68.      Contudo, esta conclusão não me parece convincente atendendo às considerações que se seguem. Ora, tratando‑se de uma questão de importância fundamental para a interpretação da Diretiva 2006/123, proponho que o Tribunal de Justiça reanalise o sentido e o alcance das exclusões ao âmbito de aplicação desta Diretiva.

69.      A Diretiva 2006/123 prevê várias exclusões do seu âmbito de aplicação, sejam elas gerais ou específicas do seu artigo 16.o Sempre que uma exclusão diz respeito a uma categoria de serviços, esta diretiva indica‑o expressamente. É nomeadamente o caso das exclusões elencadas no artigo 2.o, n.o 2, da referida diretiva, que utiliza o termo «serviços» para designar cada atividade a que é aplicável. É também o caso de determinadas exclusões elencadas no artigo 17.o desta diretiva, nomeadamente no n.o 1, que diz respeito aos «serviços de interesse económico geral», e no n.o 5, relativo à «atividade de cobrança judicial de dívidas».

70.      Em contrapartida, algumas outras exclusões não dizem manifestamente respeito a categorias de serviços. É nomeadamente o caso do artigo 2.o, n.o 3, da Diretiva 2006/123, por força do qual esta diretiva não se aplica em matéria fiscal. Ora, o Tribunal de Justiça já declarou que essa exclusão não diz respeito a serviços, mas às regras fiscais dos Estados‑Membros (43). O mesmo se aplica, necessariamente, no que se refere às exclusões previstas no artigo 17.o da referida diretiva, nos n.os 6 (que refere expressamente as «disposições dos Estados‑Membros onde o serviço é prestado»), 8 («formalidades administrativas relativas à livre circulação de pessoas e à sua residência»), 9 («faculdade de os Estados‑Membros exigirem visto ou autorização de residência»), 12 («atos que, nos termos da lei, carecem da intervenção de um notário»), 14 («registo dos veículos») e 15 («disposições relativas às obrigações contratuais e extracontratuais»), que, obviamente, não dizem respeito a categorias de serviços, mas a medidas em vigor nos Estados‑Membros.
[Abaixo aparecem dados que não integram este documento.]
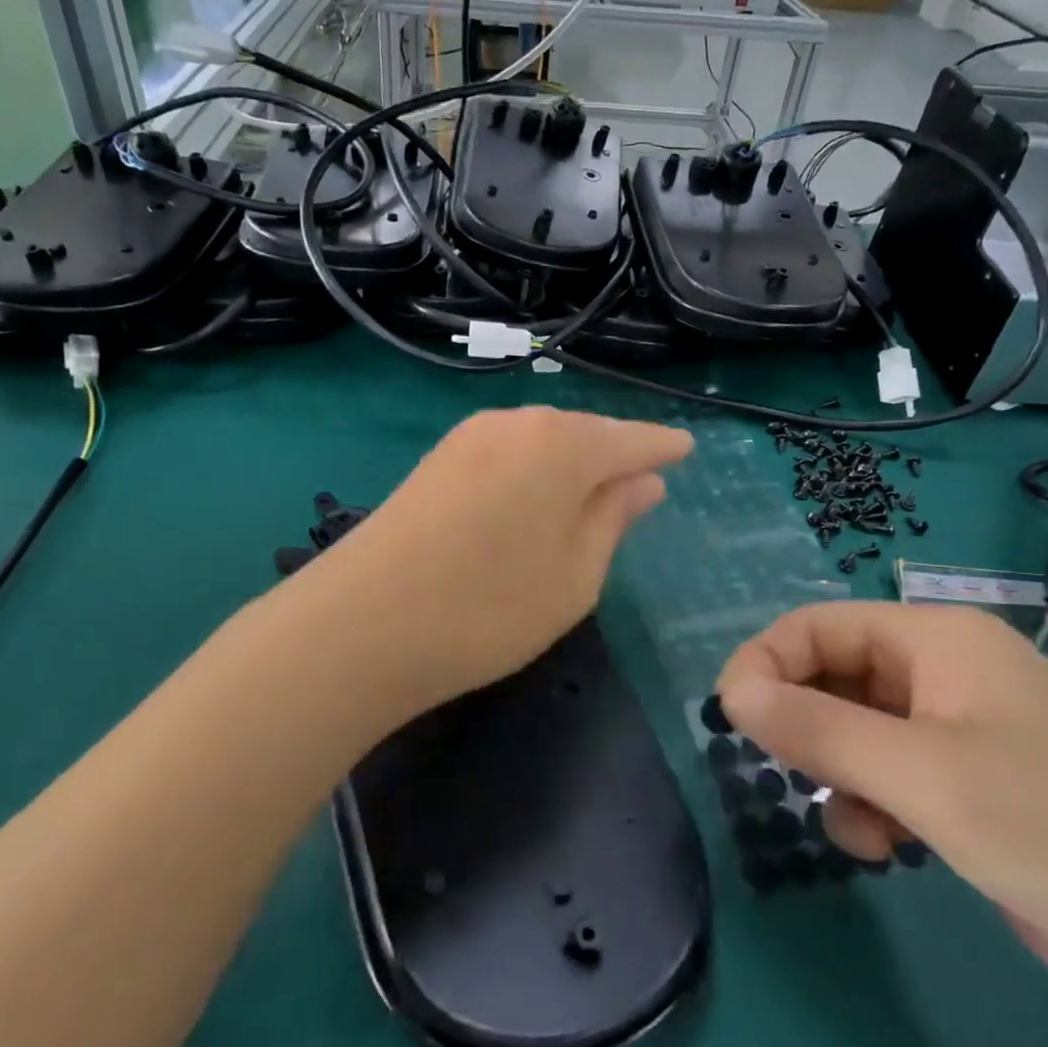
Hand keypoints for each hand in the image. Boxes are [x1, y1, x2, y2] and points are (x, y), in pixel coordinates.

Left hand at [301, 407, 691, 715]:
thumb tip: (643, 479)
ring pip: (542, 439)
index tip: (687, 449)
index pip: (631, 439)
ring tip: (592, 489)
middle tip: (642, 477)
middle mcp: (517, 423)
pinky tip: (534, 494)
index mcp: (563, 446)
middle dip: (615, 452)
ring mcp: (470, 436)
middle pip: (584, 432)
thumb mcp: (574, 576)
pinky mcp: (437, 458)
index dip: (662, 446)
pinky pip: (508, 450)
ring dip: (571, 460)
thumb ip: (613, 518)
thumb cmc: (488, 608)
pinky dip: (533, 468)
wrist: (361, 623)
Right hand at [717, 603, 1047, 1013]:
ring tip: (859, 830)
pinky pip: (889, 774)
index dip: (766, 662)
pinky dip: (872, 805)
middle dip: (805, 727)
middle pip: (834, 676)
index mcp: (936, 639)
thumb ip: (818, 729)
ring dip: (838, 775)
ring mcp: (959, 730)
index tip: (731, 717)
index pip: (818, 625)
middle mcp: (943, 672)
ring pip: (856, 730)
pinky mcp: (971, 785)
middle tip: (788, 776)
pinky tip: (888, 849)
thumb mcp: (925, 775)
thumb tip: (730, 691)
Por último, as exclusões previstas no artigo 17.o, n.os 2, 3, 4, 10 e 13, da mesma diretiva, relativas a «matérias» abrangidas por vários atos de direito da União, não parecem dizer respeito a categorias de serviços, mas à regulamentação nos domínios já harmonizados ao nível do direito da União.
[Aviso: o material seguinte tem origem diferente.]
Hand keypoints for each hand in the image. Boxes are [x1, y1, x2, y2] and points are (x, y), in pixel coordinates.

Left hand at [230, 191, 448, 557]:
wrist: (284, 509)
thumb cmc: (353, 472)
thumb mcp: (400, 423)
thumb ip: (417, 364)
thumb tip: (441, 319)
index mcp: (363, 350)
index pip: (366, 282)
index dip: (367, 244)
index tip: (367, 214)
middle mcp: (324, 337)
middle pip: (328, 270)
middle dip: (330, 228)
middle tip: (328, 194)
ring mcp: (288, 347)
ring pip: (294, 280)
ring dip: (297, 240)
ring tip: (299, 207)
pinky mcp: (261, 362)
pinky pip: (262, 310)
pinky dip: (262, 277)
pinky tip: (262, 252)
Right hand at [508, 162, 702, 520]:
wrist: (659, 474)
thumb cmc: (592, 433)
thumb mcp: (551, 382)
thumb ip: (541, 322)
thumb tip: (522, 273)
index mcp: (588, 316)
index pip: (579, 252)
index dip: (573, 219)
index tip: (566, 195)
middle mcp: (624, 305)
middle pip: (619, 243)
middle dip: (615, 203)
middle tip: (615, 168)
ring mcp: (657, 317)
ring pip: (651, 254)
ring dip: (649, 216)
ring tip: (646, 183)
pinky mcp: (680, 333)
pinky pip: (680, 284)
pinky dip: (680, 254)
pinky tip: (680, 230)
71.      O postulado de que as exclusões do âmbito de aplicação do artigo 16.o da Diretiva 2006/123 previstas no seu artigo 17.o apenas dizem respeito a serviços não está, portanto, demonstrado e não pode servir de fundamento para a interpretação da exclusão prevista no n.o 11 deste artigo e que diz respeito, repito, nomeadamente aos «direitos de autor e direitos conexos».

72.      Como foi referido, a maior parte das exclusões previstas no artigo 17.o da Diretiva 2006/123 diz respeito a medidas em vigor nos Estados‑Membros. Essas exclusões devem ser entendidas no sentido de que a liberdade de prestar serviços além‑fronteiras, como especificado no artigo 16.o dessa diretiva, não obsta à aplicação dessas medidas e que os prestadores não podem invocar essa liberdade para se subtrair às obrigações que lhes impõem essas medidas.

73.      A exclusão prevista no artigo 17.o, n.o 11, da Diretiva 2006/123 deve, na minha opinião, ser interpretada da mesma maneira. Decorre apenas desta disposição que o artigo 16.o desta diretiva não obsta à aplicação das normas substantivas em matéria de direito de autor do Estado‑Membro de destino do serviço e das obrigações que incumbem ao prestador, nomeadamente no que diz respeito à autorização necessária para a exploração das obras. Trata‑se, pois, de uma interpretação semelhante à da exclusão análoga prevista na Diretiva 2000/31 (44). Em contrapartida, se o legislador da União tivesse pretendido excluir do âmbito de aplicação do artigo 16.o da Diretiva 2006/123 os serviços de gestão dos direitos de autor e direitos conexos, tê‑lo‑ia formulado expressamente.

74.      Por conseguinte, considero que o artigo 16.o da Diretiva 2006/123 é plenamente aplicável às entidades de gestão independentes tal como definidas na Diretiva 2014/26.

–       Quanto aos efeitos da Diretiva 2006/123

75.      À semelhança do artigo 3.o da Diretiva 2000/31, o artigo 16.o, n.o 1, da Diretiva 2006/123 apenas permite que os Estados‑Membros restrinjam a livre prestação de serviços por prestadores estabelecidos noutros Estados‑Membros através de medidas justificadas por uma das quatro razões elencadas no seu n.o 3, designadamente a ordem pública, a segurança pública, a saúde pública e a proteção do ambiente. Ora, a restrição controvertida não pode ser justificada por nenhuma dessas razões (45).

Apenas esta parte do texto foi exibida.